En tant que militantes du droit à l’avortement, nous devons continuer à plaider pour que des contraceptifs abordables et accessibles soient mis à la disposition de tous les jeunes.
Un dialogue ouvert sur l’avortement est essentiel pour combattre les idées fausses et créer un environnement favorable aux filles.
Le silence qui entoure les avortements à risque chez les élèves est une réalité déchirante et un rappel brutal des inégalités et des injustices auxquelles sont confrontées les jeunes femmes dans de nombreuses régions du monde.
Family Medical Point est à l’avant-garde de la lutte contre cette crise dans les écoles situées dans les communautés de pêcheurs. Pour ce faire, nous organisons des « séances musawo» (éducation à la santé) complètes afin de normaliser les conversations sur l’avortement et la santé sexuelle et reproductive (SSR). De plus, nous plaidons dans les médias pour changer le discours sur l’avortement, nous organisons des cliniques mobiles pour étendre les services de santé sexuelle et reproductive aux personnes mal desservies et nous menons des actions de proximité pour fournir aux jeunes femmes les connaissances, les ressources et le soutien dont elles ont besoin.

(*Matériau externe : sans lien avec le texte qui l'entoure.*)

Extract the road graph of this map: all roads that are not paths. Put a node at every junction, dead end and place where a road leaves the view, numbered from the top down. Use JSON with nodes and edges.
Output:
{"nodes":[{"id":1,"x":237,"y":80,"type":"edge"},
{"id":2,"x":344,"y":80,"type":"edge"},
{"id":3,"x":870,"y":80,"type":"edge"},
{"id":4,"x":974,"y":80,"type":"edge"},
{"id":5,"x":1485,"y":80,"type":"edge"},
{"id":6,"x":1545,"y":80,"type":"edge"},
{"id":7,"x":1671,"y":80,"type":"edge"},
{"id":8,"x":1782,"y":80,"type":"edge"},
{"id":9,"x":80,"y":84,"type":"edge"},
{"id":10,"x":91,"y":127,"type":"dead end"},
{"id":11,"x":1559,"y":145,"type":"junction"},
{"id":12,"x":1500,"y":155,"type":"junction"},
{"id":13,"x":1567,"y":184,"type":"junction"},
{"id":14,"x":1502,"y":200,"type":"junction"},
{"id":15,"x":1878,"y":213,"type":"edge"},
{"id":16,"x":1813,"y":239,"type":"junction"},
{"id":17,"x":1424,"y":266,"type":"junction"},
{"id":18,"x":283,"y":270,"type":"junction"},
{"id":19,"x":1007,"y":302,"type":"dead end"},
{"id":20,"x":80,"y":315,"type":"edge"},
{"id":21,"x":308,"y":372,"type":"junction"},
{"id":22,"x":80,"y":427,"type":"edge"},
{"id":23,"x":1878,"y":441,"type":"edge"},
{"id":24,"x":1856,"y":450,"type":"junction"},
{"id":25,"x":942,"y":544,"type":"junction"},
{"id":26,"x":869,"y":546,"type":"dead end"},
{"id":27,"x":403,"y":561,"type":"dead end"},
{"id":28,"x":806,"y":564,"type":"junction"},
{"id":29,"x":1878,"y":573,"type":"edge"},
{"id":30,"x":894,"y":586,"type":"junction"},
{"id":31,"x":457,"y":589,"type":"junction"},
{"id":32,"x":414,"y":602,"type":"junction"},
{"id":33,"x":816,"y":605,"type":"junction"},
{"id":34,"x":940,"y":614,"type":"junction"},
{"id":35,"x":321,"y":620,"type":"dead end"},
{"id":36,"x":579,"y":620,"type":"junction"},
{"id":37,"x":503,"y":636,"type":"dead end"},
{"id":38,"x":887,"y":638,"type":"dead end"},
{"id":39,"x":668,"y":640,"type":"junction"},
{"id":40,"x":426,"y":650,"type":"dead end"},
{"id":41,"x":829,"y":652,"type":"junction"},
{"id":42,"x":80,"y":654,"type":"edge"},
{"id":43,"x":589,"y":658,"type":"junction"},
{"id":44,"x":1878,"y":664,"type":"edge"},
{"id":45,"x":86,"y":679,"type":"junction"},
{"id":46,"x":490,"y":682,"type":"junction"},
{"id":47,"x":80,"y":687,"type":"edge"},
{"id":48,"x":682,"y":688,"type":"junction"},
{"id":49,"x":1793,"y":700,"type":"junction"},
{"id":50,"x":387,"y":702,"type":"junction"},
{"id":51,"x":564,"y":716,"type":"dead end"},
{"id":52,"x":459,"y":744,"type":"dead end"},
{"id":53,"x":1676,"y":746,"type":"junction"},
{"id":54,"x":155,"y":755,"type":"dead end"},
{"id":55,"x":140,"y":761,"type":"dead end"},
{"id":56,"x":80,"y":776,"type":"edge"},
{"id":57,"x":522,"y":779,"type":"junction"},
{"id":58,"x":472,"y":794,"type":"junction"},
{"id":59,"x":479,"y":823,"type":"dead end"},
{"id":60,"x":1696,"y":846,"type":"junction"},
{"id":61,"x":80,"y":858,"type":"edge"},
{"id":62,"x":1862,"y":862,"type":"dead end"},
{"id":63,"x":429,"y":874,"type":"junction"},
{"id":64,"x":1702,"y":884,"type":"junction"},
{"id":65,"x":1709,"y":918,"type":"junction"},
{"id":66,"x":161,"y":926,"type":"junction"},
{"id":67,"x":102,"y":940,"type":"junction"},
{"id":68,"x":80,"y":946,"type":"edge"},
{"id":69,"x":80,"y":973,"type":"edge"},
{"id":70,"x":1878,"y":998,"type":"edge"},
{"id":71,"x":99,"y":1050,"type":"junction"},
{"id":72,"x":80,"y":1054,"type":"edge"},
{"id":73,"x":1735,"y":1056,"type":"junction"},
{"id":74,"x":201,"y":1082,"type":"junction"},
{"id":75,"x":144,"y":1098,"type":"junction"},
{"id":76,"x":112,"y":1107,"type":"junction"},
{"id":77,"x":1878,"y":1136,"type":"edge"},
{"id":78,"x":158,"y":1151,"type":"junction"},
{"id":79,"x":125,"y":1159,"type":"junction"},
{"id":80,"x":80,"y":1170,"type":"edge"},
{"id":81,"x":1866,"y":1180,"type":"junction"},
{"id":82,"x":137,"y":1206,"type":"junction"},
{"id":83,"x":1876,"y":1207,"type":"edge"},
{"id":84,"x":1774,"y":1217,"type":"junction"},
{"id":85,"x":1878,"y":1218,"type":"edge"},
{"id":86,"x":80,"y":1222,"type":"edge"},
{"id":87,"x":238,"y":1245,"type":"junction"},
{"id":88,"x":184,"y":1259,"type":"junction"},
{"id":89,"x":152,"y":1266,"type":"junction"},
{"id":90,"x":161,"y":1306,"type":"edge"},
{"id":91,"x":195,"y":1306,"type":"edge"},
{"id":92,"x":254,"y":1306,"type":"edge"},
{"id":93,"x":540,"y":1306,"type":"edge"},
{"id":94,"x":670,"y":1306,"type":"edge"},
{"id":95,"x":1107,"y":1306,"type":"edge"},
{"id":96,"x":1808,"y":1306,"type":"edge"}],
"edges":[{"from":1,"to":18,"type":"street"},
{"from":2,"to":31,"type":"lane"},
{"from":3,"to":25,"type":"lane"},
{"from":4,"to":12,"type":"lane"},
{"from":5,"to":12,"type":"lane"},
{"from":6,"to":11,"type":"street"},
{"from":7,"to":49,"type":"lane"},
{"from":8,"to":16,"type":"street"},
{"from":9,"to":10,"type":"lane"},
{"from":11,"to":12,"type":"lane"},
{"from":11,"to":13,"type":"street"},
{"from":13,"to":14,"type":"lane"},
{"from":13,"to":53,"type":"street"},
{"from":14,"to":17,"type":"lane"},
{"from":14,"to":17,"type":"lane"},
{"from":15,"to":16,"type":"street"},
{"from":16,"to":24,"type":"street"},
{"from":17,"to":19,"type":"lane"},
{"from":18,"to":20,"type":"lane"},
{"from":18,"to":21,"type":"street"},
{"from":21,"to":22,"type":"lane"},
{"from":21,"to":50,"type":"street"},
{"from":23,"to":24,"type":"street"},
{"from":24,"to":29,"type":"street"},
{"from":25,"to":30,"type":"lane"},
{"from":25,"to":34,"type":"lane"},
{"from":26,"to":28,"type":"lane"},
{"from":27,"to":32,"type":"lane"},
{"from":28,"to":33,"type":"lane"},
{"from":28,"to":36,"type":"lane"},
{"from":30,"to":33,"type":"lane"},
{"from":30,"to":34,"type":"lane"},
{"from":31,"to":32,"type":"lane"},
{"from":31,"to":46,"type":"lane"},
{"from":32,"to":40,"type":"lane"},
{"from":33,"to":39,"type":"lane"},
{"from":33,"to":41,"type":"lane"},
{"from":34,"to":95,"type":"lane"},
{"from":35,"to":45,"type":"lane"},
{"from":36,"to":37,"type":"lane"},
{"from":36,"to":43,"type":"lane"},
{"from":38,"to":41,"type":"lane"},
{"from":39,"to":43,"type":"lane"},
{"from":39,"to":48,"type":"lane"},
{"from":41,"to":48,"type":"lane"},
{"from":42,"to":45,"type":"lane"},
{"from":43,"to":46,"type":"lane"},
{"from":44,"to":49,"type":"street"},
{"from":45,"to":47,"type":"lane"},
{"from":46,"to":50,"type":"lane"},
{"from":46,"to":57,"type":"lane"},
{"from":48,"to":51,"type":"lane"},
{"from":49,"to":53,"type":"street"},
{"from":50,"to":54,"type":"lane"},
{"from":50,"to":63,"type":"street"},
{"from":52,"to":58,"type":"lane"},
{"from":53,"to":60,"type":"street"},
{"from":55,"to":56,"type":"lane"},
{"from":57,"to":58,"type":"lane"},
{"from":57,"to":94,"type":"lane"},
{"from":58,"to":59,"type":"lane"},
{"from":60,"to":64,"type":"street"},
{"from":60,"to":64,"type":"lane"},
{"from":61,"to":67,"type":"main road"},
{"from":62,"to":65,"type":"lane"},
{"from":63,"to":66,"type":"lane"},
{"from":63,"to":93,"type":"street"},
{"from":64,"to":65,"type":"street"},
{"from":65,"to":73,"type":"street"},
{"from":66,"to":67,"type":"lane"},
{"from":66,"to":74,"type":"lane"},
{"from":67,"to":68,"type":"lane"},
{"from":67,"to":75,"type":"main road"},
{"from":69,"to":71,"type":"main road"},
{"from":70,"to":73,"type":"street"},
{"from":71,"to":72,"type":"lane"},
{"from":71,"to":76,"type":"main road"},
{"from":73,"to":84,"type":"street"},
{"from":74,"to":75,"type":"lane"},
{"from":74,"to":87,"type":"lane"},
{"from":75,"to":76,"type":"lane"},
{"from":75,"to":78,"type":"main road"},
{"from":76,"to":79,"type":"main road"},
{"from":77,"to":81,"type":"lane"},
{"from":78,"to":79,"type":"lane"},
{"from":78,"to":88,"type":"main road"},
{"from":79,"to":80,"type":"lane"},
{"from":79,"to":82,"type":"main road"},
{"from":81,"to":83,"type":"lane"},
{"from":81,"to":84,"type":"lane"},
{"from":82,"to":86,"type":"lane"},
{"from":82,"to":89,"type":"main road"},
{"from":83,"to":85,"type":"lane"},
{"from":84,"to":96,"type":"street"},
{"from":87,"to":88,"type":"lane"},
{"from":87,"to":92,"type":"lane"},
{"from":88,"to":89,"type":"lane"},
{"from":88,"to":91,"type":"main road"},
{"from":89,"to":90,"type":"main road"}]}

Personnellement, le fait d’être témoin des luttes des jeunes filles aux prises avec des grossesses non désirées et de celles dont la vie a été irrévocablement altérée par un avortement à risque a été une force motrice dans mon travail. Leurs histoires, comme d’innombrables autres, soulignent le besoin urgent d’une éducation sexuelle comprehensive, de soins de santé accessibles et de communautés solidaires. Je m’engage à travailler sans relâche pour créer un avenir où chaque jeune femme a le droit de contrôler son propre corps et son avenir.
Il est temps de rompre le silence et de prendre des mesures décisives pour protéger l’avenir des jeunes femmes.
Par Nabwire Polyne, Coordinatrice des programmes et des communications à Family Medical Point – un partenaire de SAAF en Ouganda.